[The problem] Set down all of the records exactly, leaving none out.

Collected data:
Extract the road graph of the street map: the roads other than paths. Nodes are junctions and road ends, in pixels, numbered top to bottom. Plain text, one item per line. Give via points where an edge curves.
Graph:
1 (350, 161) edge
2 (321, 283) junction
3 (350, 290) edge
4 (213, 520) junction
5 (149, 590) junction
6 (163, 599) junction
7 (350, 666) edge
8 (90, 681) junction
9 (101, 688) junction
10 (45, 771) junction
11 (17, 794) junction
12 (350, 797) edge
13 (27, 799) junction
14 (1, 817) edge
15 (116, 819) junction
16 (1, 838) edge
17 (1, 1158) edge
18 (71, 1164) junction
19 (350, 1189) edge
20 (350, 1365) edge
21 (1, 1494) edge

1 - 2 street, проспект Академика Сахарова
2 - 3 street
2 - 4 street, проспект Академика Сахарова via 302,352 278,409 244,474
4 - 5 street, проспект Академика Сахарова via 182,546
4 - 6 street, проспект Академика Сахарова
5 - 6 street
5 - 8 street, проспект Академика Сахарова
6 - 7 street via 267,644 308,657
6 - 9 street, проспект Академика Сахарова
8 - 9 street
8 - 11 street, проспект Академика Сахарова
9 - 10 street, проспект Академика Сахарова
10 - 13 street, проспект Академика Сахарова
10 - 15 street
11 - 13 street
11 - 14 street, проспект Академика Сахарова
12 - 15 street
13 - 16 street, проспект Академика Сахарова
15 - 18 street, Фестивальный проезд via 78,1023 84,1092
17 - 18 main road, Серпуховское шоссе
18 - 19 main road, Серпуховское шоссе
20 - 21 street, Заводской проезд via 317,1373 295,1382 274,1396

[Result of this exercise]
Extract the road graph of the street map: the roads other than paths. Nodes are junctions and road ends, in pixels, numbered top to bottom. Plain text, one item per line. Give via points where an edge curves.
Graph:
1 (350, 161) edge
2 (321, 283) junction
3 (350, 290) edge
4 (213, 520) junction
5 (149, 590) junction
6 (163, 599) junction
7 (350, 666) edge
8 (90, 681) junction
9 (101, 688) junction
10 (45, 771) junction
11 (17, 794) junction
12 (350, 797) edge
13 (27, 799) junction
14 (1, 817) edge
15 (116, 819) junction
16 (1, 838) edge
17 (1, 1158) edge
18 (71, 1164) junction
19 (350, 1189) edge
20 (350, 1365) edge
21 (1, 1494) edge

1 - 2 street, проспект Академика Сахарова
2 - 3 street
2 - 4 street, проспект Академика Сахарова via 302,352 278,409 244,474
4 - 5 street, проспект Академика Сахарова via 182,546
4 - 6 street, проспект Академика Сахарова
5 - 6 street
5 - 8 street, проспект Академика Сахарова
6 - 7 street via 267,644 308,657
6 - 9 street, проспект Академика Сахарова
8 - 9 street
8 - 11 street, проспект Академика Сахарова
9 - 10 street, проспект Академика Сахарова
10 - 13 street, проспект Академика Сахарова
10 - 15 street
11 - 13 street
11 - 14 street, проспект Академика Сахарова
12 - 15 street
13 - 16 street, проспект Академика Сахарова
15 - 18 street, Фестивальный проезд via 78,1023 84,1092
17 - 18 main road, Серпуховское шоссе
18 - 19 main road, Серпуховское шоссе
20 - 21 street, Заводской проезд via 317,1373 295,1382 274,1396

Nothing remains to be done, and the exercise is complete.